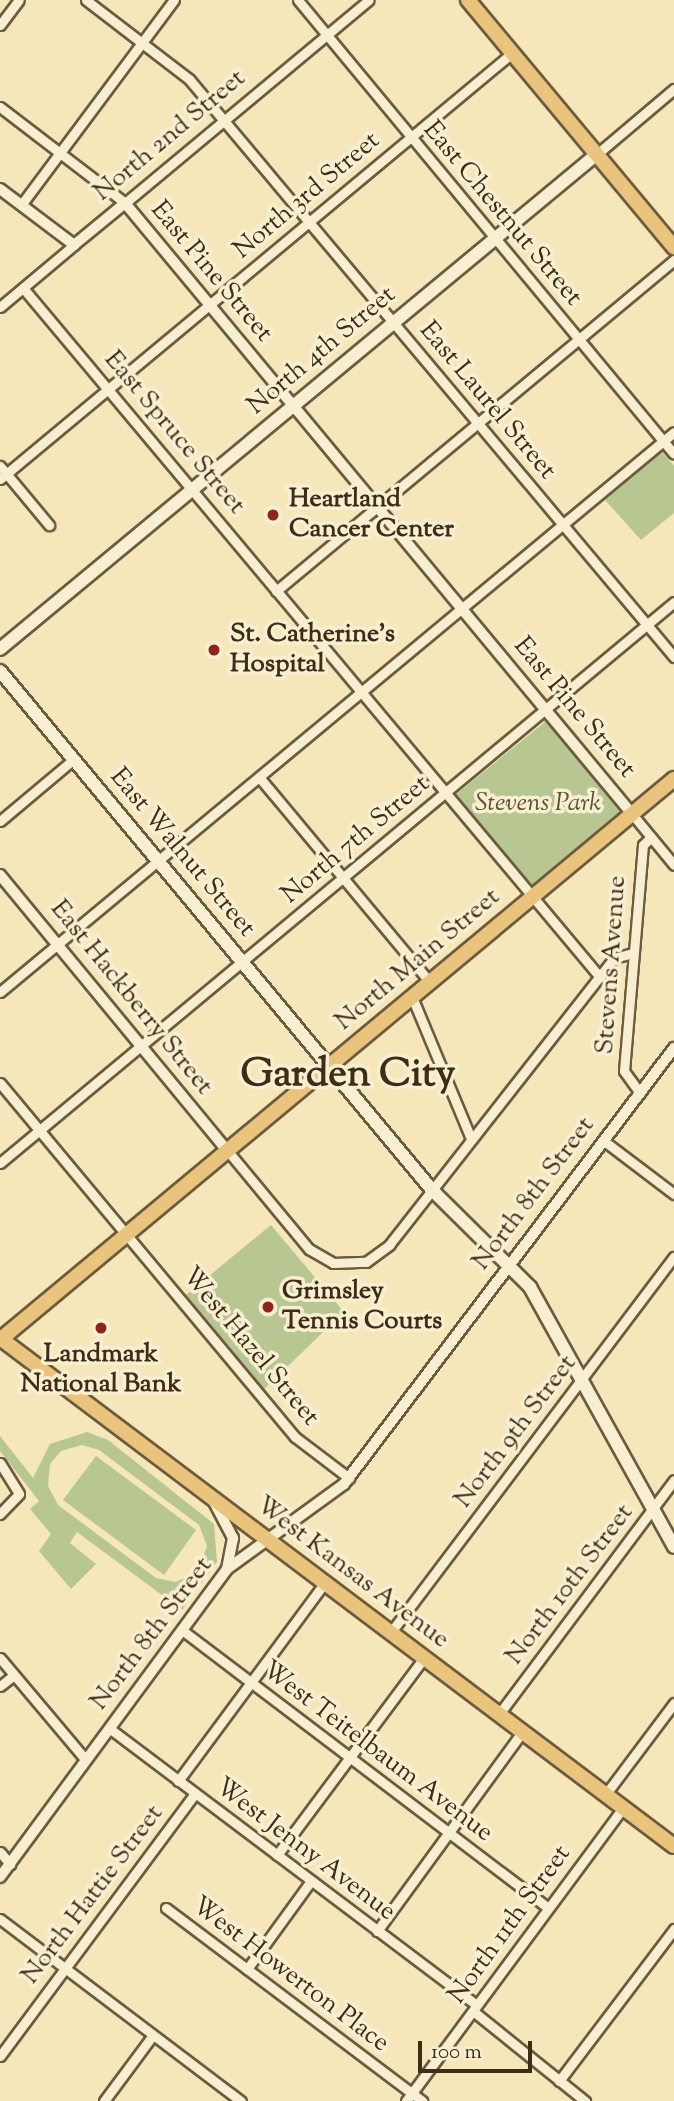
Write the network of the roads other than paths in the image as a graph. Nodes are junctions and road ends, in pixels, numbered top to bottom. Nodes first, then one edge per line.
1 (19, 0) edge
2 (86, 0) edge
3 (174, 0) edge
4 (298, 0) edge
5 (369, 0) edge
6 (468, 0) edge
7 (0, 25) edge
8 (327, 35) junction
9 (142, 43) junction
10 (512, 53) junction
11 (674, 89) edge
12 (0, 107) edge
13 (225, 121) junction
14 (411, 137) junction
15 (60, 153) junction
16 (597, 154) junction
17 (0, 189) edge
18 (125, 203) junction
19 (21, 205) junction
20 (309, 222) junction
21 (495, 238) junction
22 (74, 245) junction
23 (674, 247) edge
24 (674, 260) edge
25 (23, 288) junction
26 (209, 305) junction
27 (0, 307) edge
28 (393, 322) junction
29 (579, 340) junction
30 (108, 389) junction
31 (292, 406) junction
32 (478, 424) junction
33 (674, 432) edge
34 (663, 441) junction
35 (674, 454) edge
36 (2, 473) edge
37 (191, 489) junction
38 (377, 508) junction
39 (49, 525) dead end
40 (563, 525) junction
41 (276, 591) junction
42 (674, 602) edge
43 (461, 609) junction
44 (647, 625) junction
45 (0, 649) edge
46 (674, 657) edge
47 (0, 671) edge
48 (361, 692) junction
49 (545, 709) junction
50 (74, 759) junction
51 (258, 777) junction
52 (674, 779) edge
53 (445, 793) junction
54 (632, 814) junction
55 (0, 821) edge
56 (651, 837) junction
57 (158, 860) junction
58 (674, 865) edge
59 (0, 875) edge
60 (343, 878) junction
61 (532, 897) junction
62 (58, 944) junction
63 (633, 953) junction
64 (243, 962) junction
65 (600, 977) junction
66 (429, 982) junction
67 (0, 992) edge
68 (412, 997) junction
69 (142, 1046) junction
70 (674, 1048) edge
71 (329, 1065) junction
72 (0, 1083) edge
73 (640, 1093) junction
74 (40, 1131) junction
75 (471, 1139) junction
76 (604, 1141) junction
77 (227, 1150) junction
78 (0, 1163) edge
79 (432, 1190) junction
80 (674, 1194) edge
81 (127, 1234) junction
82 (674, 1257) edge
83 (509, 1265) junction
84 (0, 1339) edge
85 (583, 1378) junction
86 (0, 1463) edge
87 (349, 1478) junction
88 (674, 1480) edge
89 (208, 1494) junction
90 (653, 1509) junction
91 (0, 1514) edge
92 (267, 1539) junction
93 (674, 1547) edge
94 (227, 1569) junction
95 (325, 1582) junction
96 (182, 1630) junction
97 (391, 1632) junction
98 (0, 1658) edge
99 (424, 1658) junction
100 (14, 1675) junction
101 (251, 1683) junction
102 (0, 1686) edge
103 (674, 1703) edge
104 (499, 1714) junction
105 (110, 1728) junction
106 (522, 1732) junction
107 (350, 1758) junction
108 (86, 1760) junction
109 (178, 1781) junction
110 (195, 1793) junction
111 (606, 1795) junction
112 (623, 1808) junction
113 (449, 1833) junction
114 (674, 1846) edge
115 (0, 1852) edge
116 (277, 1855) junction
117 (10, 1864) junction
118 (0, 1877) edge
119 (312, 1881) junction
120 (547, 1907) junction
121 (166, 1908) dead end
122 (0, 1919) edge
123 (674, 1928) edge
124 (377, 1931) junction
125 (65, 1968) junction
126 (247, 1969) junction
127 (474, 2008) junction
128 (153, 2035) junction
129 (0, 2056) edge
130 (559, 2081) junction
131 (409, 2097) edge
132 (104, 2101) edge
133 (241, 2101) edge
134 (422, 2101) edge
135 (585, 2101) edge

1 - 7 street
2 - 9 street, East Laurel Street
3 - 9 street
4 - 8 street, East Chestnut Street
5 - 8 street, North 2nd Street
6 - 10 main road
8 - 13 street, North 2nd Street
8 - 14 street, East Chestnut Street
9 - 13 street, East Laurel Street
9 - 15 street
10 - 14 street, North 3rd Street
10 - 16 main road
11 - 16 street, North 4th Street
12 - 15 street, East Pine Street
13 - 18 street, North 2nd Street
13 - 20 street, East Laurel Street
14 - 20 street, North 3rd Street
14 - 21 street, East Chestnut Street
15 - 18 street, East Pine Street
15 - 19 street
16 - 21 main road, North 4th Street
16 - 23 main road
17 - 19 street
18 - 22 street, North 2nd Street
18 - 26 street, East Pine Street
19 - 22 street
20 - 26 street, North 3rd Street
20 - 28 street, East Laurel Street
21 - 28 main road, North 4th Street
21 - 29 street, East Chestnut Street
22 - 25 street, North 2nd Street
24 - 29 street
25 - 27 street, North 2nd Street
25 - 30 street, East Spruce Street
26 - 30 street, North 3rd Street
26 - 31 street, East Pine Street
28 - 31 main road, North 4th Street
28 - 32 street, East Laurel Street
29 - 32 street
29 - 34 street, East Chestnut Street
30 - 36 street, North 3rd Street
30 - 37 street, East Spruce Street
31 - 37 main road, North 4th Street
31 - 38 street, East Pine Street
32 - 38 street
32 - 40 street, East Laurel Street
33 - 34 street
34 - 35 street, East Chestnut Street
34 - 40 street
36 - 39 street
37 - 41 street, East Spruce Street
37 - 45 main road, North 4th Street
38 - 41 street
38 - 43 street, East Pine Street
40 - 43 street
40 - 44 street, East Laurel Street
41 - 48 street, East Spruce Street
42 - 44 street, North 7th Street
43 - 48 street
43 - 49 street, East Pine Street
44 - 46 street, East Laurel Street
44 - 49 street, North 7th Street
47 - 50 main road, East Walnut Street
48 - 51 street
48 - 53 street, East Spruce Street
49 - 53 street, North 7th Street
49 - 54 street, East Pine Street
50 - 55 street
50 - 57 main road, East Walnut Street
51 - 57 street
51 - 60 street
52 - 54 main road, North Main Street
53 - 60 street, North 7th Street
53 - 61 street, East Spruce Street
54 - 56 street
54 - 61 main road, North Main Street
56 - 58 street
56 - 63 street, Stevens Avenue
57 - 62 street
57 - 64 main road, East Walnut Street
59 - 62 street, East Hackberry Street
60 - 64 street, North 7th Street
60 - 66 street
61 - 65 street, East Spruce Street
61 - 66 main road, North Main Street
62 - 67 street
62 - 69 street, East Hackberry Street
63 - 65 street
63 - 73 street, Stevens Avenue
64 - 69 street, North 7th Street
64 - 71 main road, East Walnut Street
65 - 75 street
66 - 68 main road, North Main Street
68 - 71 main road, North Main Street
68 - 75 street
69 - 74 street, North 7th Street
69 - 77 street, East Hackberry Street
70 - 73 street, North 8th Street
71 - 77 main road, North Main Street
71 - 79 main road, East Walnut Street
72 - 74 street, West Hazel Street
73 - 76 street, North 8th Street
74 - 78 street, North 7th Street
74 - 81 street, West Hazel Street
75 - 79 street
76 - 80 street
76 - 83 street, North 8th Street
77 - 79 street
77 - 81 main road, North Main Street
79 - 83 main road, East Walnut Street
81 - 84 main road, North Main Street
81 - 87 street, West Hazel Street
82 - 85 street, North 9th Street
83 - 85 main road, East Walnut Street
83 - 87 street, North 8th Street
84 - 89 main road, West Kansas Avenue
85 - 90 main road, East Walnut Street
85 - 97 street, North 9th Street
86 - 91 street
87 - 92 street, North 8th Street
88 - 90 street, North 10th Street
89 - 92 main road, West Kansas Avenue
89 - 94 street
90 - 93 main road, East Walnut Street
90 - 104 street, North 10th Street
92 - 94 street, North 8th Street
92 - 95 main road, West Kansas Avenue
94 - 96 street, North 8th Street
95 - 97 main road, West Kansas Avenue
95 - 101 street, North Hattie Street
96 - 101 street, West Teitelbaum Avenue
96 - 105 street, North 8th Street
97 - 99 main road, West Kansas Avenue
98 - 100 street
99 - 104 main road, West Kansas Avenue
99 - 107 street
100 - 102 street
100 - 108 street
101 - 107 street, West Teitelbaum Avenue
101 - 109 street, North Hattie Street
103 - 111 street
104 - 106 main road, West Kansas Avenue
105 - 108 street, North 8th Street
105 - 109 street, West Jenny Avenue
106 - 111 main road, West Kansas Avenue
106 - 113 street
107 - 113 street, West Teitelbaum Avenue
107 - 116 street
108 - 117 street, North 8th Street
109 - 110 street, West Jenny Avenue
110 - 116 street, West Jenny Avenue
110 - 125 street, North Hattie Street
111 - 112 main road, West Kansas Avenue
112 - 114 main road, West Kansas Avenue
112 - 120 street, North 11th Street
113 - 120 street, West Teitelbaum Avenue
113 - 124 street
115 - 117 street
116 - 119 street, West Jenny Avenue
117 - 118 street, North 8th Street
119 - 124 street, West Jenny Avenue
119 - 126 street
120 - 127 street, North 11th Street
121 - 126 street, West Howerton Place
122 - 125 street
123 - 130 street
124 - 127 street, West Jenny Avenue
125 - 128 street
125 - 129 street, North Hattie Street
126 - 131 street, West Howerton Place
127 - 130 street, West Jenny Avenue
127 - 131 street, North 11th Street
128 - 132 street
128 - 133 street
130 - 135 street, West Jenny Avenue
131 - 134 street, West Howerton Place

****

Task directions:
Give the number of lines above that hold the word "Hazel", and nothing more.

Task response:
3